Prison officials expand contraband searchBy Mike Ward
AMERICAN-STATESMAN STAFF
Saturday, October 25, 2008
At first, everyone going into Texas prisons was being searched as part of a massive contraband sweep. On Friday afternoon, officials ordered everyone leaving to be searched, too.
The reason: At one Beaumont prison, officials reportedly found guards carrying out cell phone chargers — presumably to keep inmates from getting caught with them.
"The warden there instituted searches for everyone going in and out ... and we're making that systemwide now until the lockdown is over," said Michelle Lyons, spokeswoman for the Texas Department of Criminal Justice.
"We don't want any (contraband) coming in. We don't want anything going out."
Effective late Friday afternoon, anyone entering or leaving Texas' 112 state prisons and parole lockups had to undergo pat searches and a run through a metal detector — an unprecedented security step.
Initial reports from prison officials indicated that at least two cell phone chargers were found on correctional officers leaving the Stiles Unit outside Beaumont overnight Thursday. Lyons confirmed that prison was the first to order the searches for those leaving, but said she had no details.
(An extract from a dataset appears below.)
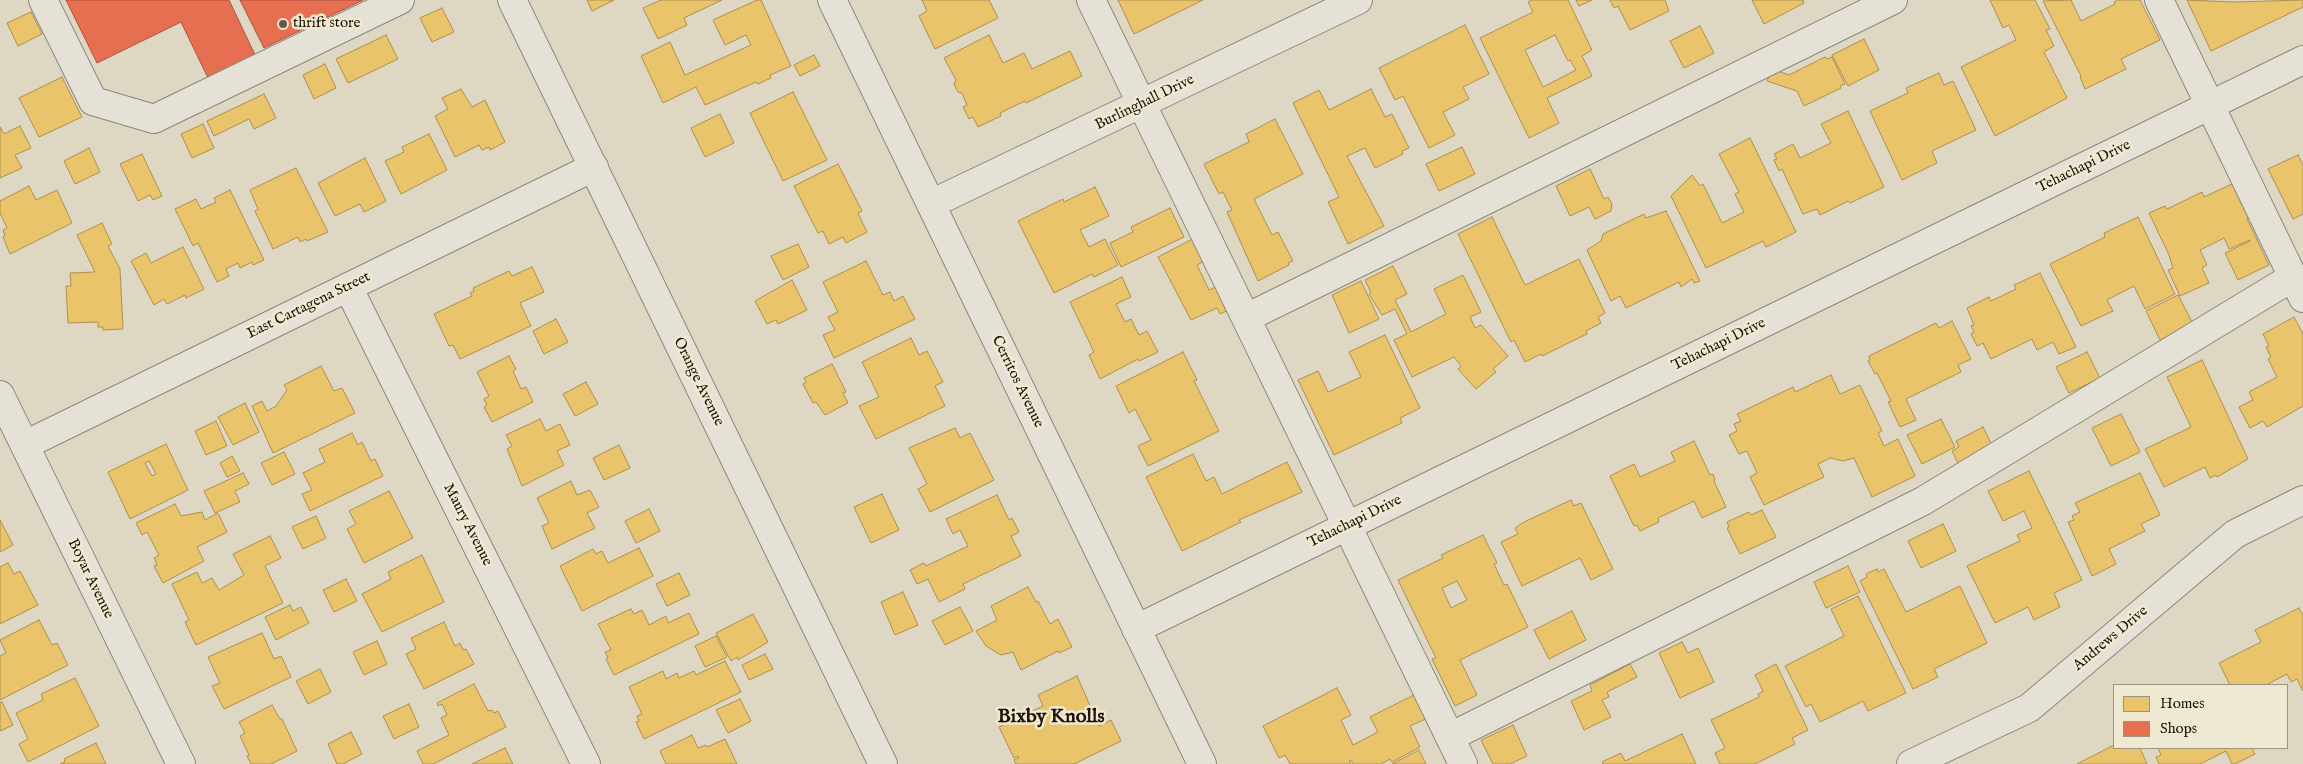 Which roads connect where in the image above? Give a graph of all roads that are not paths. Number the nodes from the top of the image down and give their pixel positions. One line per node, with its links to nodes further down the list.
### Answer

With more than 2,800 convicts and 776 employees, the Stiles Unit has the worst problem with smuggled cell phones. Since January, 180 cell phones have been seized there, of the more than 600 statewide, according to agency statistics.
Several weeks ago, correctional officers found more than 60 cell phones when they looked inside a new compressor as it was delivered.
The latest step came as prison officials reported that 40 smuggled cell phones, 36 chargers and 5 SIM (cell phone) cards have been confiscated since the sweep began.
The contraband sweep began late Monday and all state prisons were ordered locked down after death row inmate Richard Lee Tabler was busted for having a cell phone used to make 2,800 calls in a month.
Tabler, 29, said he paid $2,100 to get the phone smuggled in. Authorities are investigating who smuggled in the phone.
Tabler's calls included several to state Sen. John Whitmire, a Houston Democrat who heads a legislative committee that oversees prisons. Investigators suspect at least nine other convicted murderers on death row also made calls from the phone.
Tabler's mother and sisters have been arrested on charges they bought minutes for his phone to allow him to make calls.
If convicted, they face up to two years in a state jail.
Friday's expansion of the searches came as employee complaints mounted.
At some prisons, officials who didn't have permission to speak publicly said the pat searches are triggering dozens of grievances and formal complaints, including some in which female employees alleged that male searchers improperly touched their breasts. At others, employees have complained they are not being allowed to bring in lunches and other personal items they had previously, said Brian Olsen, executive director of a labor union that represents some Texas correctional officers.
At the prison system's headquarters just north of Huntsville, the lockdown meant that trustees and porters who serve as janitors, office helpers and errand runners are not around.
By Friday, that had some employees complaining that the lockdown was hampering normal operations, an assertion prison officials dismissed.